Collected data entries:
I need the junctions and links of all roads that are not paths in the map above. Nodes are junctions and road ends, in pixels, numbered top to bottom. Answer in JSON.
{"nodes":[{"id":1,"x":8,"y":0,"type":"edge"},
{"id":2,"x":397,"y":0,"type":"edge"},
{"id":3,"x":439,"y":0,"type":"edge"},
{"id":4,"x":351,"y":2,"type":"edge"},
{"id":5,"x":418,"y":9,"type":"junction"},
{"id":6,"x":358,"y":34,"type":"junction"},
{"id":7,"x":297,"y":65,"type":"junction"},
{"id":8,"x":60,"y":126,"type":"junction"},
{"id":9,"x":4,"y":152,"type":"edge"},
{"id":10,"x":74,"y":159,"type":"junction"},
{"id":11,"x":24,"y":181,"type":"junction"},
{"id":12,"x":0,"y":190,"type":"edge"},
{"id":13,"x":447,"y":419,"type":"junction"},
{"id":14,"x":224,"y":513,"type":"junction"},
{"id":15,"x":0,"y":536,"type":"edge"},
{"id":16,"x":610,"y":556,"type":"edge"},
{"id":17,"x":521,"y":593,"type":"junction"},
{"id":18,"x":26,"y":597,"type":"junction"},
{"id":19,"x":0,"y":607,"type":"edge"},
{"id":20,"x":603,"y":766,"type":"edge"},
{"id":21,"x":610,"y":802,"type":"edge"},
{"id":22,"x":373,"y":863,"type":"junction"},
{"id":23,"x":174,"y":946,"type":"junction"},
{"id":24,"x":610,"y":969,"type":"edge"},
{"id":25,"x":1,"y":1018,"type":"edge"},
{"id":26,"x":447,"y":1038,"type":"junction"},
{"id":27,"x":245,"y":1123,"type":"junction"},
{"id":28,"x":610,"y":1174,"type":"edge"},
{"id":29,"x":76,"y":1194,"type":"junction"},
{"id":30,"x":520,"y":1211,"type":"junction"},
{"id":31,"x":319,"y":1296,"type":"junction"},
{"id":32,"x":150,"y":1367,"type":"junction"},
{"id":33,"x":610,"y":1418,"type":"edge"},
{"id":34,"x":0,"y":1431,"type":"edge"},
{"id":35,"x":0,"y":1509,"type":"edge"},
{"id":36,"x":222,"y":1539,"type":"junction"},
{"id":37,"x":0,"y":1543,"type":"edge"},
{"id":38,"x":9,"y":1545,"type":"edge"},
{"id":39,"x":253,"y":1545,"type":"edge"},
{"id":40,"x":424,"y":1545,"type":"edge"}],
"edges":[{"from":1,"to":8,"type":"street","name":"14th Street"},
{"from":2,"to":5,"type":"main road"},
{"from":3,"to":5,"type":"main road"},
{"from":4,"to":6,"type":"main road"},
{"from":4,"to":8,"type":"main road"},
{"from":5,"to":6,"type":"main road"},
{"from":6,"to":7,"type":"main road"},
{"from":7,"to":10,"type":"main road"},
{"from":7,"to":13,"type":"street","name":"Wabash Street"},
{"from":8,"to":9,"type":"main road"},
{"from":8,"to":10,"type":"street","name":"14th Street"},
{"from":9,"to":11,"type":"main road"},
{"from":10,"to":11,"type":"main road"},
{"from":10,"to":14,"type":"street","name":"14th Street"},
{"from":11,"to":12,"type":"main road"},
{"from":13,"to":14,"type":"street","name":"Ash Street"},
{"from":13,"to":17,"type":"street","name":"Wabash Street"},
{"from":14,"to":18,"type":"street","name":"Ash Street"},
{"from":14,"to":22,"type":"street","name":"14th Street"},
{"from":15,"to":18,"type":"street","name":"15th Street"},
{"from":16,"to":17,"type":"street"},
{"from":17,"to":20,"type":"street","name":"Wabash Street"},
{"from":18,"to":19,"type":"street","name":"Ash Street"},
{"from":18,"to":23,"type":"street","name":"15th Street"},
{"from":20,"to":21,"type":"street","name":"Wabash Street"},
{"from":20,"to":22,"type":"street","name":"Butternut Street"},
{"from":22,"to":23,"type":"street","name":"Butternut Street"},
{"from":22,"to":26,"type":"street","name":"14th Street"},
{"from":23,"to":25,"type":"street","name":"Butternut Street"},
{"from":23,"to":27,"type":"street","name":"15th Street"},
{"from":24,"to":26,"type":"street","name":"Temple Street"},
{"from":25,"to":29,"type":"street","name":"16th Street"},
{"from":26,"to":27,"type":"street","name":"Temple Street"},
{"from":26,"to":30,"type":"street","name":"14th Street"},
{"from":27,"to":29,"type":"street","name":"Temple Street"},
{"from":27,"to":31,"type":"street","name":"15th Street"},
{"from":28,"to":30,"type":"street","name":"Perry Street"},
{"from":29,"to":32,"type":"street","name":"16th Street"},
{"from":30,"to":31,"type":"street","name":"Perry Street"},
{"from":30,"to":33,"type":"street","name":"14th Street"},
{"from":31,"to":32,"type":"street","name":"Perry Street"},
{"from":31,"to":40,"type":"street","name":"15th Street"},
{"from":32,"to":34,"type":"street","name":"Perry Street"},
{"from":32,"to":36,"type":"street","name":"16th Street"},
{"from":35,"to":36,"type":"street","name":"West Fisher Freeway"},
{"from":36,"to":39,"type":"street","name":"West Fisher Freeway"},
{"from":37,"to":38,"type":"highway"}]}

▸ **PROMPT**:
Find how many lines in the records contain the string "main", then give the number alone.

▸ **TASK ANSWER**:
11